26. Some States also contended that the prohibition against genocide, contained in the Convention of 9 December 1948 on the Prevention and Punishment of the Crime of Genocide, is a relevant rule of customary international law which the Court must apply [...].
29. The Court recognizes that the environment is under daily threat and that the use of nuclear weapons could constitute a catastrophe for the environment. The Court also recognizes that the environment is not an abstraction but represents the living space, the quality of life and the very health of human beings, including generations unborn. The existence of the general obligation of States to ensure that activities within their jurisdiction and control respect the environment of other States or of areas beyond national control is now part of the corpus of international law relating to the environment.
30. However, the Court is of the view that the issue is not whether the treaties relating to the protection of the environment are or not applicable during an armed conflict, but rather whether the obligations stemming from these treaties were intended to be obligations of total restraint during military conflict.
The Court does not consider that the treaties in question could have intended to deprive a State of the exercise of its right of self-defence under international law because of its obligations to protect the environment. Nonetheless, States must take environmental considerations into account when assessing what is necessary and proportionate in the pursuit of legitimate military objectives. Respect for the environment is one of the elements that go to assessing whether an action is in conformity with the principles of necessity and proportionality. [...]
31. The Court notes furthermore that Articles 35, paragraph 3, and 55 of Additional Protocol I provide additional protection for the environment. Taken together, these provisions embody a general obligation to protect the natural environment against widespread, long-term and severe environmental damage; the prohibition of methods and means of warfare which are intended, or may be expected, to cause such damage; and the prohibition of attacks against the natural environment by way of reprisals.

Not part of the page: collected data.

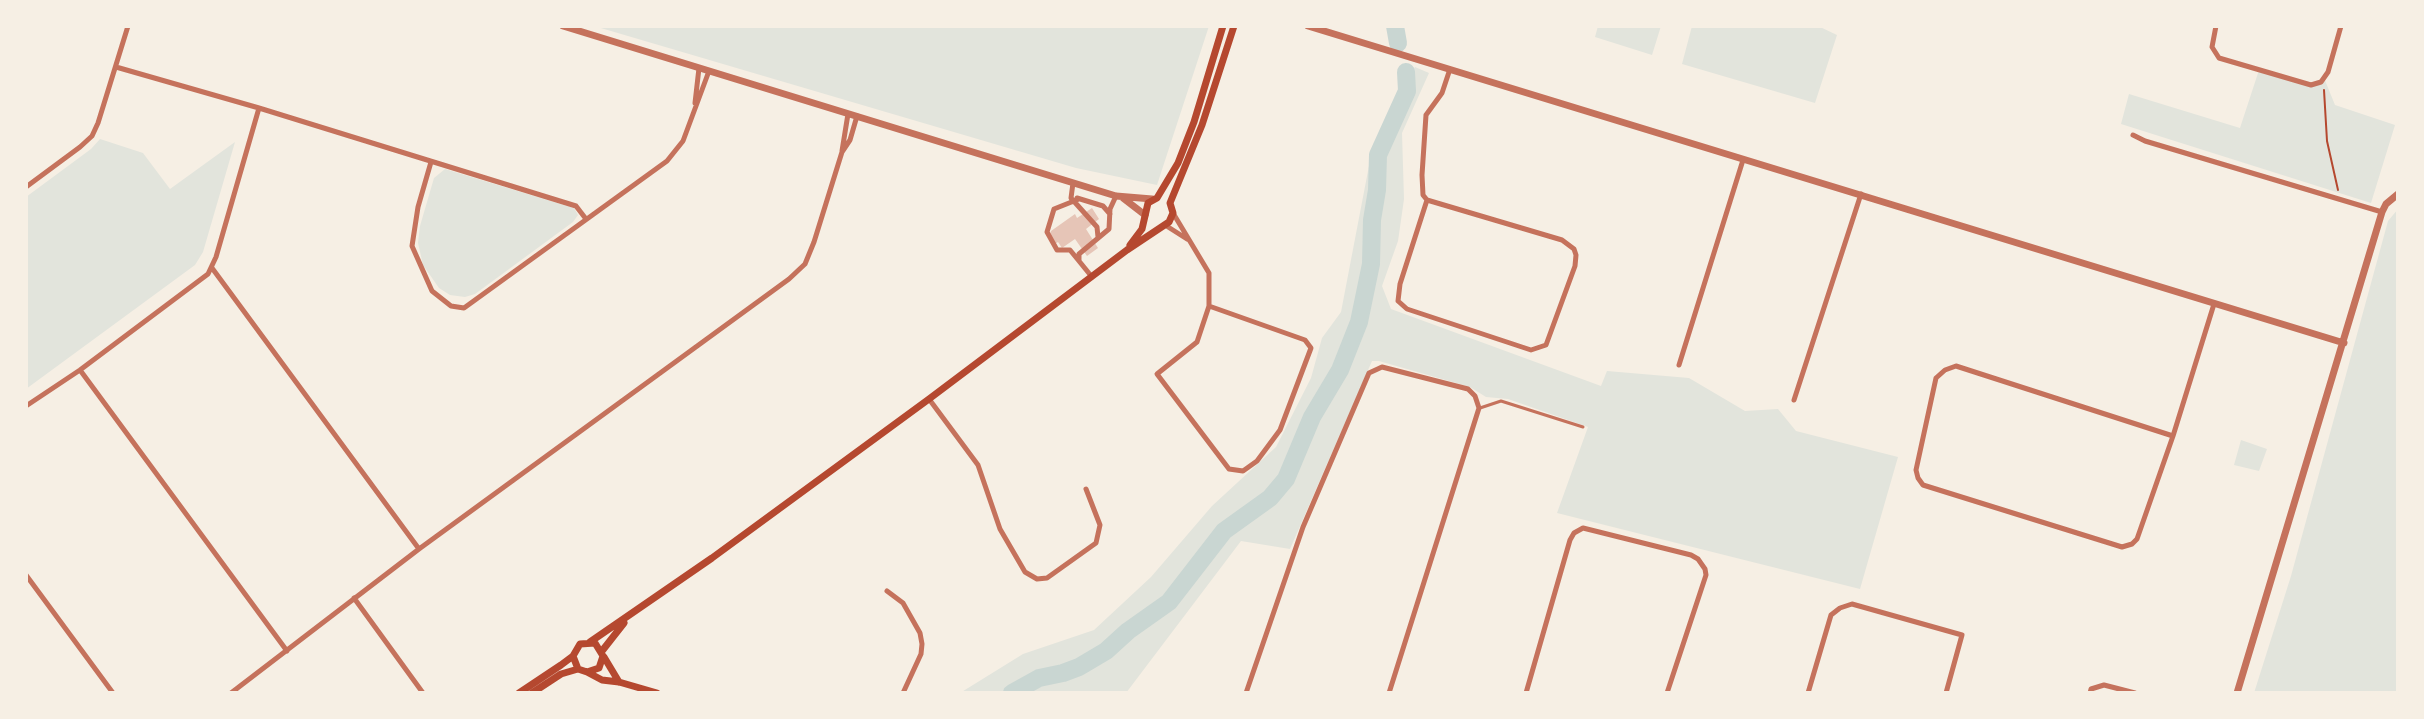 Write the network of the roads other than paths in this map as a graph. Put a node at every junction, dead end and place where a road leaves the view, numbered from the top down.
1 (128, 26) edge
2 (563, 26) edge
3 (1223, 26) edge
4 (1234, 26) edge
5 (1308, 26) edge
6 (2216, 26) edge
7 (2341, 26) edge
8 (590, 30) edge
9 (116, 67) junction
10 (699, 68) junction
11 (1450, 69) junction
12 (709, 71) junction
13 (695, 104) junction
14 (259, 108) junction
15 (852, 115) junction
16 (2133, 135) dead end
17 (1743, 158) junction
18 (431, 162) junction
19 (1072, 186) junction
20 (26, 187) edge
21 (1861, 194) junction
22 (2398, 194) edge
23 (1119, 197) junction
24 (1154, 199) junction
25 (1076, 200) junction
26 (1427, 200) junction
27 (1170, 203) junction
28 (2382, 212) junction
29 (1173, 213) junction
30 (1110, 215) junction
31 (1145, 217) junction
32 (586, 219) junction
33 (1163, 225) junction
34 (1187, 239) junction
35 (1095, 241) junction
36 (1127, 250) junction
37 (1079, 261) junction
38 (212, 268) junction
39 (1092, 277) junction
40 (2215, 303) junction
41 (1209, 306) junction
42 (2344, 343) junction
43 (1679, 365) dead end
44 (80, 370) junction
45 (929, 399) junction
46 (1794, 400) dead end
47 (26, 406) edge
48 (1479, 408) junction
49 (1583, 427) dead end
50 (2173, 436) junction
51 (1086, 489) dead end
52 (419, 549) junction
53 (26, 575) edge
54 (887, 591) dead end
55 (354, 598) junction
56 (628, 618) junction
57 (590, 642) junction
58 (287, 651) junction
59 (603, 654) junction
60 (573, 656) junction
61 (578, 669) junction
62 (587, 672) junction
63 (619, 682) junction
64 (113, 693) edge
65 (231, 693) edge
66 (423, 693) edge
67 (519, 693) edge
68 (532, 693) edge
69 (657, 693) edge
70 (903, 693) edge
71 (1246, 693) edge
72 (1389, 693) edge
73 (1526, 693) edge
74 (1667, 693) edge
75 (1808, 693) edge
76 (1946, 693) edge
77 (2090, 693) edge
78 (2135, 693) edge
79 (2237, 693) edge

1 - 9 street
2 - 8 street
3 - 24 main road
4 - 27 main road
5 - 11 street
6 - 7 street
8 - 10 street
9 - 14 street
9 - 20 street
10 - 12 street
10 - 13 street
11 - 17 street
11 - 26 street
12 - 13 street
12 - 15 street
13 - 32 street
14 - 18 street
14 - 38 street
15 - 19 street
15 - 52 street
16 - 28 street
17 - 21 street
17 - 43 street
18 - 32 street
18 - 32 street
19 - 23 street
19 - 25 street
21 - 40 street
21 - 46 street
22 - 28 street
23 - 24 street
23 - 30 street
23 - 31 street
24 - 27 main road
24 - 31 main road
25 - 30 street
25 - 35 street
25 - 37 street
26 - 26 street
27 - 29 main road
28 - 42 street
29 - 33 main road
29 - 34 street
30 - 35 street
31 - 33 main road
31 - 36 main road
33 - 34 street
33 - 36 main road
34 - 41 street
35 - 37 street
36 - 39 main road
37 - 39 street
38 - 44 street
38 - 52 street
39 - 45 main road
40 - 42 street
40 - 50 street
41 - 41 street
42 - 79 street
44 - 47 street
44 - 58 street
45 - 51 street
45 - 56 main road
48 - 49 lane
48 - 71 street
48 - 72 street
50 - 50 street
52 - 55 street
53 - 64 street
54 - 70 street
55 - 58 street
55 - 66 street
56 - 57 main road
56 - 59 main road
57 - 59 main road
57 - 60 main road
58 - 65 street
59 - 62 main road
59 - 63 main road
60 - 61 main road
60 - 67 main road
61 - 62 main road
61 - 68 main road
62 - 63 main road
63 - 69 main road
73 - 74 street
75 - 76 street
77 - 78 street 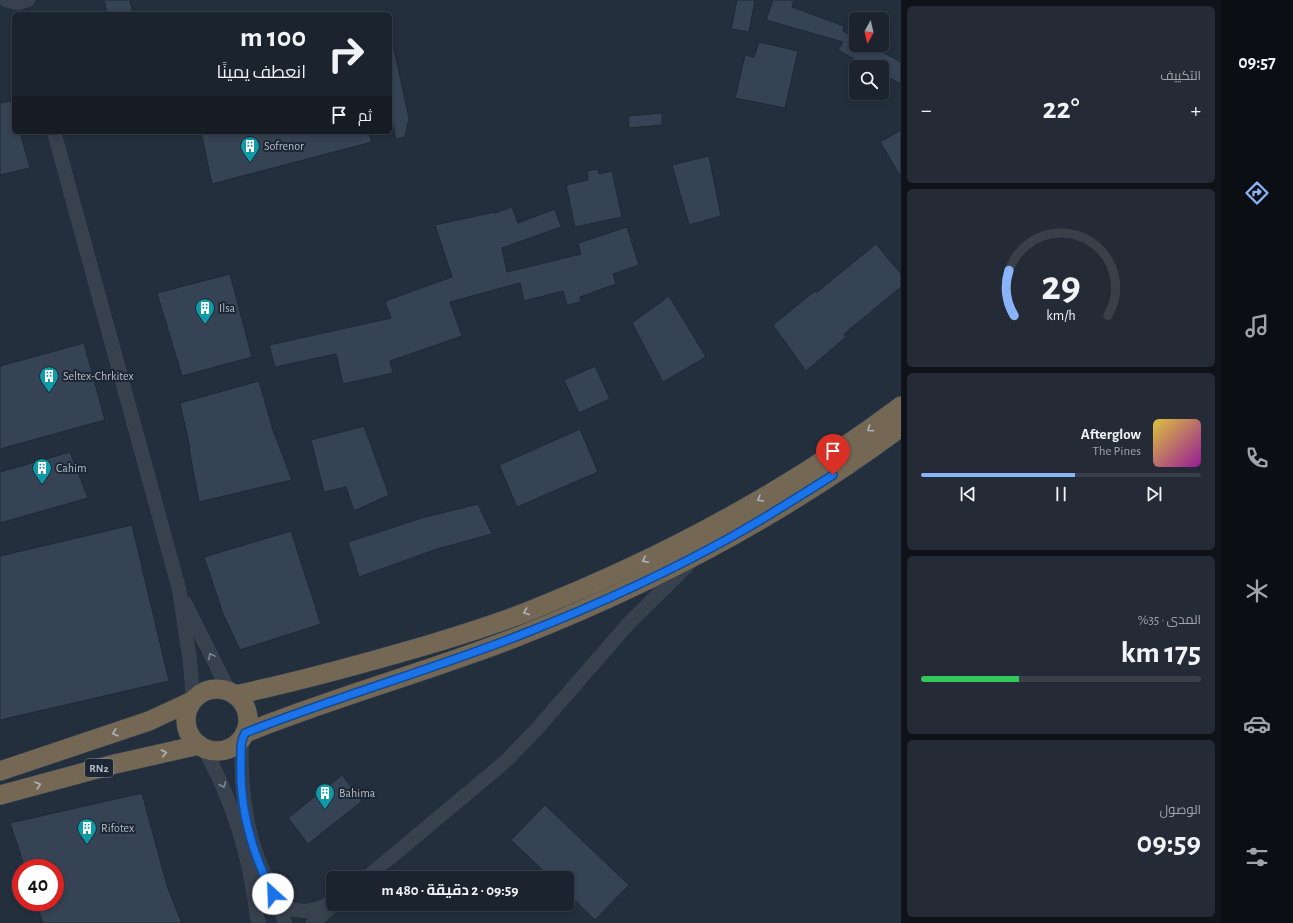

These are powerful constraints for all the States having subscribed to these provisions.
32. General Assembly resolution 47/37 of 25 November 1992 on the Protection of the Environment in Times of Armed Conflict, is also of interest in this context. It affirms the general view according to which environmental considerations constitute one of the elements to be taken into account in the implementation of the principles of the law applicable in armed conflict: it states that "destruction of the environment, not justified by military necessity and carried out wantonly, is clearly contrary to existing international law". Addressing the reality that certain instruments are not yet binding on all States, the General Assembly in this resolution "appeals to all States that have not yet done so to consider becoming parties to the relevant international conventions."
In its recent Order in the Request for an Examination of the Situation in Accordance with Paragraph 63 of the Court's Judgment of 20 December 1974 in the Nuclear Tests (New Zealand v. France) Case, the Court stated that its conclusion was "without prejudice to the obligations of States to respect and protect the natural environment" (Order of 22 September 1995, I.C.J. Reports 1995, p. 306, para. 64). Although that statement was made in the context of nuclear testing, it naturally also applies to the actual use of nuclear weapons in armed conflict.
33. The Court thus finds that while the existing international law relating to the protection and safeguarding of the environment does not specifically prohibit the use of nuclear weapons, it indicates important environmental factors that are properly to be taken into account in the context of the implementation of the principles and rules of the law applicable in armed conflict.
40. The entitlement to resort to self-defence under Article 51 is subject to certain constraints. Some of these constraints are inherent in the very concept of self defence. Other requirements are specified in Article 51.
41. The submission of the exercise of the right of self-defence to the conditions of necessity and proportionality is a rule of customary international law. As the Court stated in the case concerning Military and Paramilitary Activities in and against Nicaragua (Nicaragua v. United States of America) (I.C.J. Reports 1986, p. 94, para. 176): "there is a specific rule whereby self-defence would warrant only measures which are proportional to the armed attack and necessary to respond to it, a rule well established in customary international law". This dual condition applies equally to Article 51 of the Charter, whatever the means of force employed.
42. The proportionality principle may thus not in itself exclude the use of nuclear weapons in self-defence in all circumstances. But at the same time, a use of force that is proportionate under the law of self-defence, must, in order to be lawful, also meet the requirements of the law applicable in armed conflict which comprise in particular the principles and rules of humanitarian law.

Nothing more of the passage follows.